Alívio e fim do medo de voltar às aulas: as reações de mães e crianças vacinadas com a CoronaVac

Estudantes e pais comentam que imunização deixa retorno à escola mais tranquilo e sensação de família protegida


Publicado em: 21/01/2022

A sensação de alívio e de mais proteção contra a Covid-19, principalmente para a volta às aulas, foi unânime entre as primeiras crianças vacinadas com a CoronaVac e seus familiares. Crianças de nove a 11 anos, receberam a primeira dose do imunizante do Butantan e da Sinovac nesta quinta (20), em uma escola estadual de São Paulo. A imunização ocorreu minutos depois que a Agência Nacional de Vigilância Sanitária (Anvisa) aprovou o uso emergencial da CoronaVac para crianças e adolescentes de seis a 17 anos

“Estou feliz de receber a primeira dose da vacina, estava muita ansiosa”, disse Maria Vitória Mascarelha da Costa, de 10 anos, uma das estudantes do 5º ano da Escola Estadual Brigadeiro Faria Lima, na zona oeste da capital paulista, que recebeu a primeira dose de CoronaVac.

A estudante disse que tinha medo de contrair o vírus da Covid-19 por não estar vacinada.
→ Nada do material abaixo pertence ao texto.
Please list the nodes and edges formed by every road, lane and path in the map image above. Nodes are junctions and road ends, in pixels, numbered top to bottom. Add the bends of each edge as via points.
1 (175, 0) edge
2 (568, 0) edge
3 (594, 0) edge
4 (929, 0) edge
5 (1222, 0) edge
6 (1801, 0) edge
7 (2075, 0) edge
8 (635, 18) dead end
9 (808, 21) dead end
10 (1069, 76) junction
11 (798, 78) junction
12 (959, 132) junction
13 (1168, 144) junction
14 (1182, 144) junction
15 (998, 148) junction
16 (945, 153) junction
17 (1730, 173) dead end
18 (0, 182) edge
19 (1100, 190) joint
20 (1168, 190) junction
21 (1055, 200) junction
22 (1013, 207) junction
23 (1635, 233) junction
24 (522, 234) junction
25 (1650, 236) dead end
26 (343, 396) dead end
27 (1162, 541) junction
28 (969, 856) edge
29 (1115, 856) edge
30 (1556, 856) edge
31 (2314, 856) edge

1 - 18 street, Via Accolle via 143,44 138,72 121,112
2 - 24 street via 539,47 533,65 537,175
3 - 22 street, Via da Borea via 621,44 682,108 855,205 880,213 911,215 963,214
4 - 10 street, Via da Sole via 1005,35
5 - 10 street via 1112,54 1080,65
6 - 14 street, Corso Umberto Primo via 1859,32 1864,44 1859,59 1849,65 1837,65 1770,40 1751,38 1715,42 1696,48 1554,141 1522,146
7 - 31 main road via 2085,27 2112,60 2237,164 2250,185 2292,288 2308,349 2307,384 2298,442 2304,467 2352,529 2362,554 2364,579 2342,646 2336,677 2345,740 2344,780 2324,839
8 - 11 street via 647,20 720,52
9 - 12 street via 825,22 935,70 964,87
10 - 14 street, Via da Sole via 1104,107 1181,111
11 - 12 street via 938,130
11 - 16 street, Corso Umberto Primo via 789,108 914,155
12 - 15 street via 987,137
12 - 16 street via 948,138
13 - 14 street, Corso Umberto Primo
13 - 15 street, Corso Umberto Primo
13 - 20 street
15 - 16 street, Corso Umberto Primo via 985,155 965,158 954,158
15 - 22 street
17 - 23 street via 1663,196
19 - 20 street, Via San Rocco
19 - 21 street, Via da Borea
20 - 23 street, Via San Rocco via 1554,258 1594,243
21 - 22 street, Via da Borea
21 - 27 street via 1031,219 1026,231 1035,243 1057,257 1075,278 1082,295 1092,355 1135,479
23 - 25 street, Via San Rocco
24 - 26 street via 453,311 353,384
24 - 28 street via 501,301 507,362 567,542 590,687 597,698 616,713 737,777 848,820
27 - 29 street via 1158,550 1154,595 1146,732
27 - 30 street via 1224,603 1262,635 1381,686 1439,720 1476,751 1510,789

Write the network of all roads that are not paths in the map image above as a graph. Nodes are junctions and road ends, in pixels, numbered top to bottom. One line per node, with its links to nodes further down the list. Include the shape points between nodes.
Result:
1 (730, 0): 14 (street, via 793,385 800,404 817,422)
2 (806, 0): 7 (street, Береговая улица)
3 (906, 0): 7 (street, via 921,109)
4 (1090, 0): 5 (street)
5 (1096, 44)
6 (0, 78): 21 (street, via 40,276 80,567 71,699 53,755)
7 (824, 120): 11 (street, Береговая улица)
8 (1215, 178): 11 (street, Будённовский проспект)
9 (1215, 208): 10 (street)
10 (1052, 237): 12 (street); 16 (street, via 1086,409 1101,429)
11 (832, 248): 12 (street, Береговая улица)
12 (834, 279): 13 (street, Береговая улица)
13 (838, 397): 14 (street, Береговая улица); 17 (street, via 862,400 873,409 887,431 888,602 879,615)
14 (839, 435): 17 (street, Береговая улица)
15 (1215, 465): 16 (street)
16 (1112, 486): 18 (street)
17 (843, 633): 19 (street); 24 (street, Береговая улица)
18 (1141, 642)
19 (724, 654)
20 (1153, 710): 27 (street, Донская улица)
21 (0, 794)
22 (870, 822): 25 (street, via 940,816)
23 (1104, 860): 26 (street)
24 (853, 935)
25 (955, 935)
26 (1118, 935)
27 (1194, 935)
Com a imunização, acredita que poderá reiniciar as aulas mais protegida e voltar a ter a vida que toda criança merece: com muitas brincadeiras.

“Eu sentia medo de pegar e agora a situação é diferente. Vou voltar pra escola muito feliz. Depois que eu tomar as duas doses eu quero poder sair mais na rua, no parque”, disse.

A estudante Ana Beatriz Garcia Leite, de 10 anos, que também se sente mais protegida para o retorno à vida estudantil após ser imunizada contra o SARS-CoV-2. “A vacina dói mas também é boa porque vou ficar protegida contra o coronavírus e mais tranquila em voltar às aulas”, afirmou.

 

Pais e mães: sensação de alívio e felicidade

Débora Garcia Lontra, mãe de Ana Beatriz, encara a imunização da filha como o próximo passo para um retorno à uma vida normal. “Estou muito feliz que esse momento chegou. Isso tranquiliza o coração para ela voltar às aulas, o que é muito importante, para conseguir ver os amigos, brincar, ter uma vida normal”, explicou.

Luciana Aparecida Vieira Batista, de 44 anos, mãe da estudante Yasmim Vieira Batista, de 10 anos, também se sentiu aliviada após a imunização da filha, principalmente pelo avanço da variante ômicron pelo país.

“Estou mais aliviada agora, porque será mais tranquilo para ela ir à escola. Com a ômicron deu medo de ela pegar e ser grave porque não estava vacinada. Vou dormir mais feliz.”

Já para Carlos Alberto de Oliveira Xavier, pai de Lorenzo Batista Xavier, de nove anos, a vacinação do filho representou finalmente a proteção de toda sua família contra o novo coronavírus.

“É um grande alivio porque agora eu, ele e minha esposa estamos vacinados.”